Sans me laisser le temps de répondre, elle s’engouffre dans la nuit. De toute façon je n’avais rien à dire.
J’appelle Briac, qui ne répond pas : au mieux il passe un sale quart d’heure. S’il est HS, tout est remis en cause. Je tente de rassembler mes pensées, me sers un verre, me l’envoie cul sec. Ça tourne, j’ai le bide qui joue du yo-yo avec mes tripes. Le bateau prend l’eau de toute part. Mal barré avec la fille, mal barré avec Alien, mon infiltration dans le cul de la Bretagne est une catastrophe qui tourne au film d’horreur. Val est sans protection. Si je balance Lefloch et Léon à Vic, nous sommes morts tous les trois. Balancer tout ce beau monde aux pandores, peut-être. Mais pas assez de preuves contre les ripoux, qui me le feraient chèrement payer. Fuck ! Je suis baisé !

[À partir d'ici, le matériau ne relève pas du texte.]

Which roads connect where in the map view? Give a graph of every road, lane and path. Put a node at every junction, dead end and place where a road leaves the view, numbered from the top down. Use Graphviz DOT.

La gerbe me titille la glotte. Je reste un long moment à réfléchir, balloté par l’angoisse, incapable de penser clairement ni d’adopter une marche à suivre. Puis je respire à fond, finit par penser à court terme. Je suis grillé ici. La priorité : me barrer avant que ça dégénère. Je n’ai plus qu’à prier un Dieu éventuel qu’en m’éloignant de la sorcière et de ses livres maudits, le reste passera. Je rassemble mes affaires en catastrophe. J’hésite mais je dois le faire, je monte à l’étage récupérer le portrait de Briac, il n’est peut-être pas trop tard. Je suis terrifié des conséquences, je m’attends à toutes sortes de manifestations surnaturelles, sans qu’il ne se passe rien. Je ne sais pas comment ça marche, alors je le fais cramer, en espérant ne pas aggraver son cas. Des bruits dehors, trop tard pour me débiner en douce, je devrai utiliser la force si elle ne m’en laisse pas le choix. Elle entre, le portrait est réduit à un bout de canson noirci. Elle comprend :
— Vous me trahissez, une fois de plus. Et sans surprise.

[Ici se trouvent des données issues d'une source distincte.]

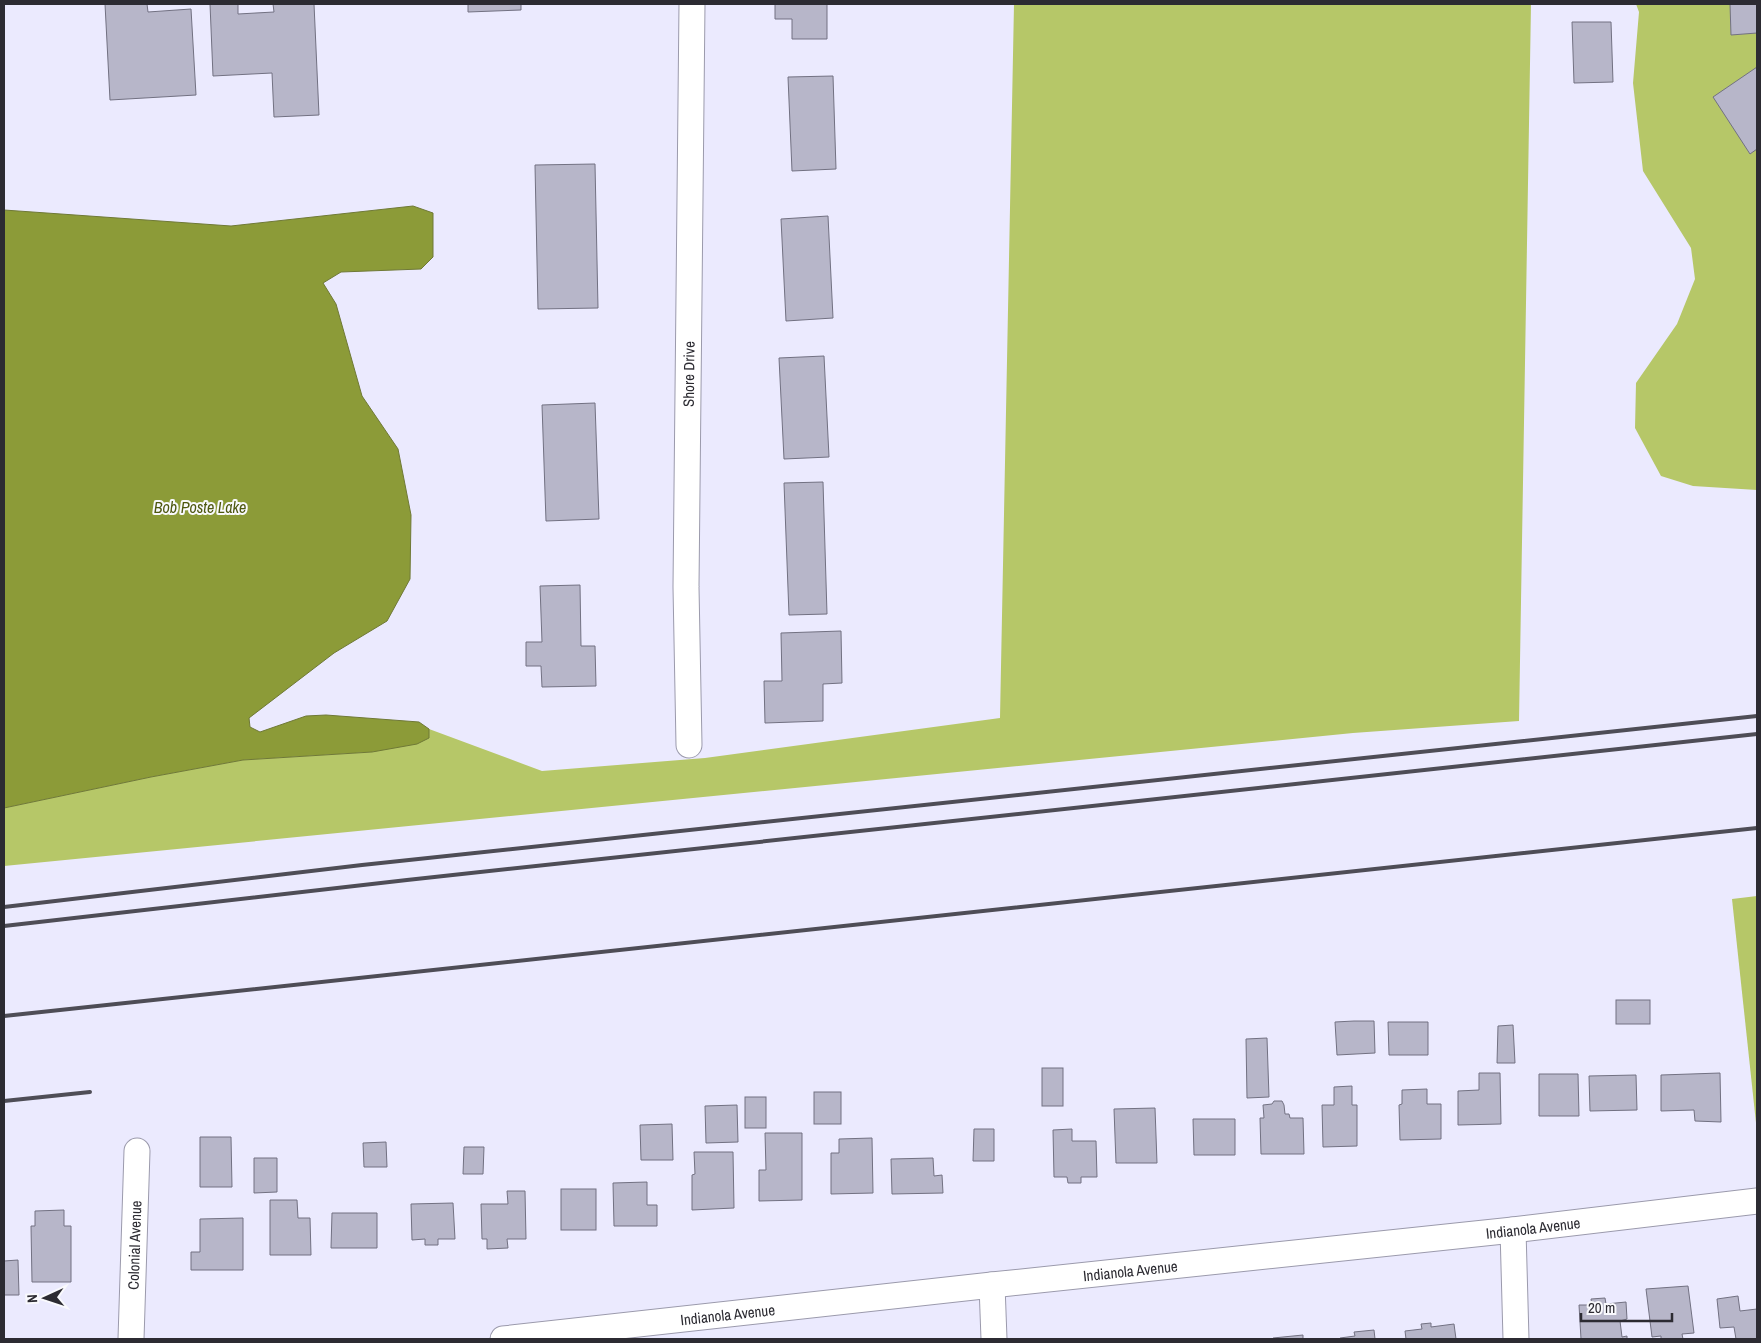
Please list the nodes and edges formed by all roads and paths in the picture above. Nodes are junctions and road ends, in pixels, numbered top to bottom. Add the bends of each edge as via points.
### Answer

Elle me toise. Je soutiens, déterminé :
— J’ai pas le choix.
— Vous aviez celui de me faire confiance. Vous aviez celui d’être dans mon camp. C’est ce choix que vous auriez dû faire. Ça n’est pas faute de vous avoir laissé votre chance.
Son calme apparent présage d’un ouragan. Ça n’est plus de la colère que je perçois sous ses traits fermés, c’est de la fureur. Elle avance un peu, toujours trop proche de l’entrée. Je tente d’être ferme, mais je me liquéfie :
— Lai… laisse-moi passer, Lefloch. Ou… ou je te dégage.

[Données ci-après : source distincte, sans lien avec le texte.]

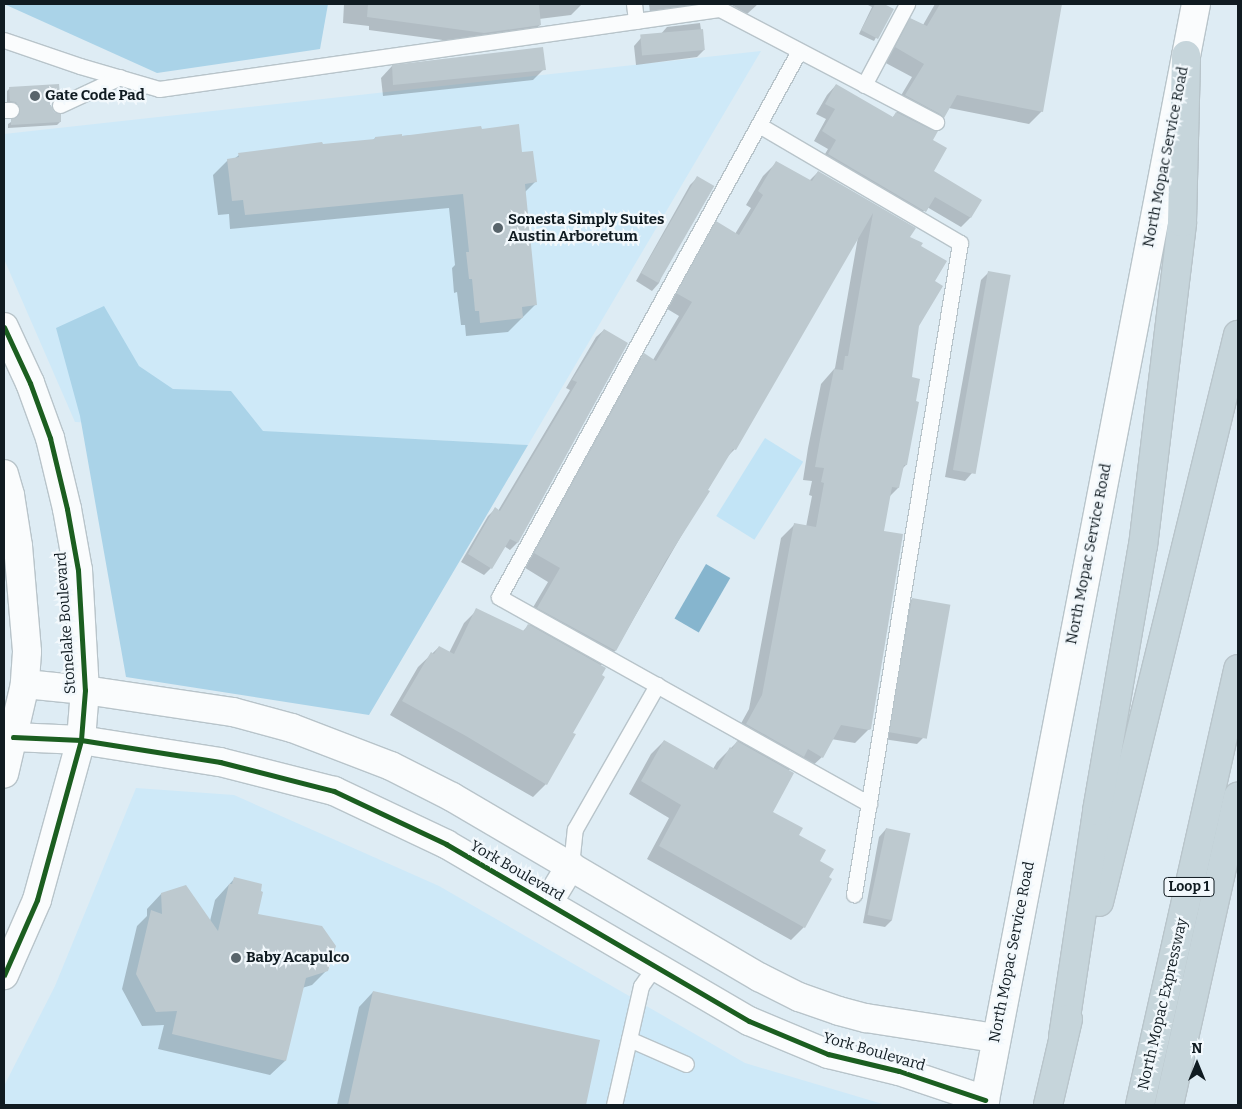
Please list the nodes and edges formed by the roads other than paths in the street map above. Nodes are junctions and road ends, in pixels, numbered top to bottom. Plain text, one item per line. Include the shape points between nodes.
1 (634, 4) edge
2 (907, 4) edge
3 (1196, 4) edge
4 (636, 21) junction
5 (4, 40) edge
6 (799, 51) junction
7 (1186, 55) junction
8 (120, 77) junction
9 (864, 85) junction
10 (60, 106) dead end
11 (936, 122) dead end
12 (759, 125) junction
13 (4, 327) edge
14 (1238, 335) edge
15 (4, 474) edge
16 (1238, 669) edge
17 (25, 684) junction
18 (657, 685) junction
19 (86, 690) junction
20 (13, 737) junction
21 (81, 740) junction
22 (4, 774) edge
23 (1238, 797) edge
24 (869, 804) junction
25 (571, 865) junction
26 (854, 894) dead end
27 (548, 903) junction
28 (655, 966) junction
29 (4, 976) edge
30 (1063, 1037) junction
31 (995, 1038) junction
32 (629, 1039) junction
33 (686, 1064) dead end
34 (985, 1103) edge
35 (614, 1105) edge
36 (1048, 1105) edge
37 (1140, 1105) edge
38 (1169, 1105) edge

1 - 4 lane
2 - 9 lane
3 - 7 street, North Mopac Service Road
4 - 6 lane via 720,9
4 - 8 lane via 159,89
5 - 8 lane
6 - 9 lane
6 - 12 lane
7 - 30 highway via 1182,222 1143,546 1097,811
7 - 31 street, North Mopac Service Road
8 - 10 lane
9 - 11 lane
12 - 18 lane via 500,597
12 - 24 lane via 960,243
13 - 19 street, Stonelake Boulevard via 30,383 50,438 67,509 78,570
14 - 30 highway via 1120,819
15 - 17 street via 18,546 27,652
16 - 37 highway, North Mopac Expressway / Loop 1
17 - 19 street, York Boulevard
17 - 20 street
18 - 24 lane
18 - 25 lane via 575,830
19 - 21 street, Stonelake Boulevard
19 - 25 street, York Boulevard via 233,712 292,728 391,766
20 - 21 street, York Boulevard
20 - 22 street
21 - 27 street, York Boulevard via 220,762 334,792 446,844
21 - 29 street, Stonelake Boulevard via 37,900
23 - 38 highway
24 - 26 lane
25 - 27 street
25 - 31 street, York Boulevard via 759,977 799,997 866,1018
27 - 28 street, York Boulevard
28 - 32 lane via 641,986
28 - 34 street, York Boulevard via 749,1021 828,1054 899,1071
30 - 36 highway
31 - 34 street, North Mopac Service Road
32 - 33 lane
32 - 35 lane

Elle ne bouge plus, son regard me crame de la rétine à l’âme. Du mouvement derrière elle. Aliénor, dont la haine déforme son faciès en un rictus victorieux, suivie de deux tondues, armées de gourdins, faces amorphes. Ma dernière heure est arrivée. Ou pas :
— Je n’ai pas perdu espoir de vous ouvrir les yeux. Je vais tenir parole malgré vous, Monsieur Deloupe. Aliénor a fait ses preuves, en matière de thérapie et de sevrage. J’espère vous revoir bientôt, à la place qui est la vôtre : à mon service. Et sobre.
C’est pire que tout… Elle me baise depuis le début. Je bafouille d’effroi :
— Ma… ma place ? À… à ton service ? Thérapie ? Mais… mais que… qu’est-ce que…
Elle reste impassible, seule la lueur qui habite ses yeux se transforme en brasier. Encore elle. La fille qui soignait ses plantes le cul à l’air a disparu. Je suis stupéfait, submergé par ce bourbier dans lequel je suis tombé. Vague frisson dorsal, qui m’avertit d’un danger que ma raison perçoit déjà. Aliénor, de son ton sec :
— Saisissez-le.
Les deux femmes s’avancent vers moi, le regard vide, matraque en main, dans un ralenti cauchemardesque. J’évolue dans une mélasse sordide, attrape un couteau en reculant.
— Plutôt crever !
Elles avancent, imperturbables. La fenêtre est ma seule issue. Elle est étroite, mais maigre comme je suis, je passe. Elles fondent sur moi lorsque je saisis la poignée pour l’ouvrir. Elles sont rapides, le temps reprend brusquement son cours. Ma lame fend l’air pour brasser le vent. La première abat sa matraque sur mon bras, j’ai le muscle endolori mais tiens à l’adrénaline. La seconde me percute, me plaque contre le mur. Encore un coup, je lâche ma lame. L’adrénaline me maintiens, je me débats en hurlant tandis qu’elles me prennent, chacune d’un côté pour m’immobiliser. Je me débats, donne coups de boules et coups de lattes, elles vacillent sans rien lâcher, autant frapper des pantins. Puis Claire est là, me soufflant au visage un nuage de sa poudre noire.